WHAT YOU NEED TO DO: For every entry below, give an exact repeat and leave out the pictures.

EXERCISE INPUTS:
--- START ---

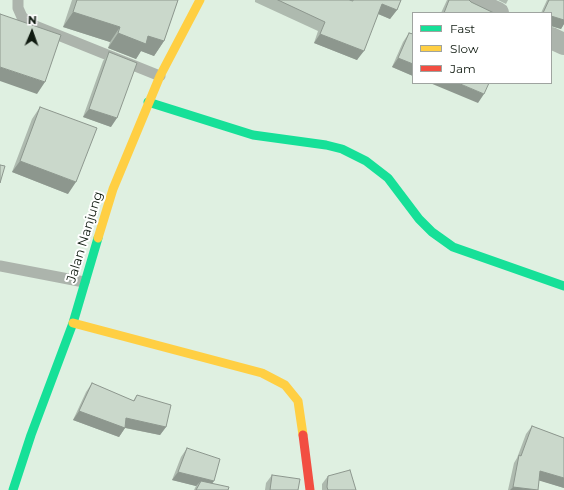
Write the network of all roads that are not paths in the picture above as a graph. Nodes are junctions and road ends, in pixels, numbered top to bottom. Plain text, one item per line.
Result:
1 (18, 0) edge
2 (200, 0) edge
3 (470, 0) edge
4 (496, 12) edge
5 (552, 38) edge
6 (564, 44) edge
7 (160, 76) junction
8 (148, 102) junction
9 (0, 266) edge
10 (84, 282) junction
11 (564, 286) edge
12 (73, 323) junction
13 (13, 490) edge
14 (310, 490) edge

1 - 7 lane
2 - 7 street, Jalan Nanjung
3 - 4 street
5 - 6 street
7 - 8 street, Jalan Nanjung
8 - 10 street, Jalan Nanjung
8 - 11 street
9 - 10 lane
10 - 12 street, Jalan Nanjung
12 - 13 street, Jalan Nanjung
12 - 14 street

--- END ---

WRITTEN RESPONSE:
Write the network of all roads that are not paths in the picture above as a graph. Nodes are junctions and road ends, in pixels, numbered top to bottom. Plain text, one item per line.
Result:
1 (18, 0) edge
2 (200, 0) edge
3 (470, 0) edge
4 (496, 12) edge
5 (552, 38) edge
6 (564, 44) edge
7 (160, 76) junction
8 (148, 102) junction
9 (0, 266) edge
10 (84, 282) junction
11 (564, 286) edge
12 (73, 323) junction
13 (13, 490) edge
14 (310, 490) edge

1 - 7 lane
2 - 7 street, Jalan Nanjung
3 - 4 street
5 - 6 street
7 - 8 street, Jalan Nanjung
8 - 10 street, Jalan Nanjung
8 - 11 street
9 - 10 lane
10 - 12 street, Jalan Nanjung
12 - 13 street, Jalan Nanjung
12 - 14 street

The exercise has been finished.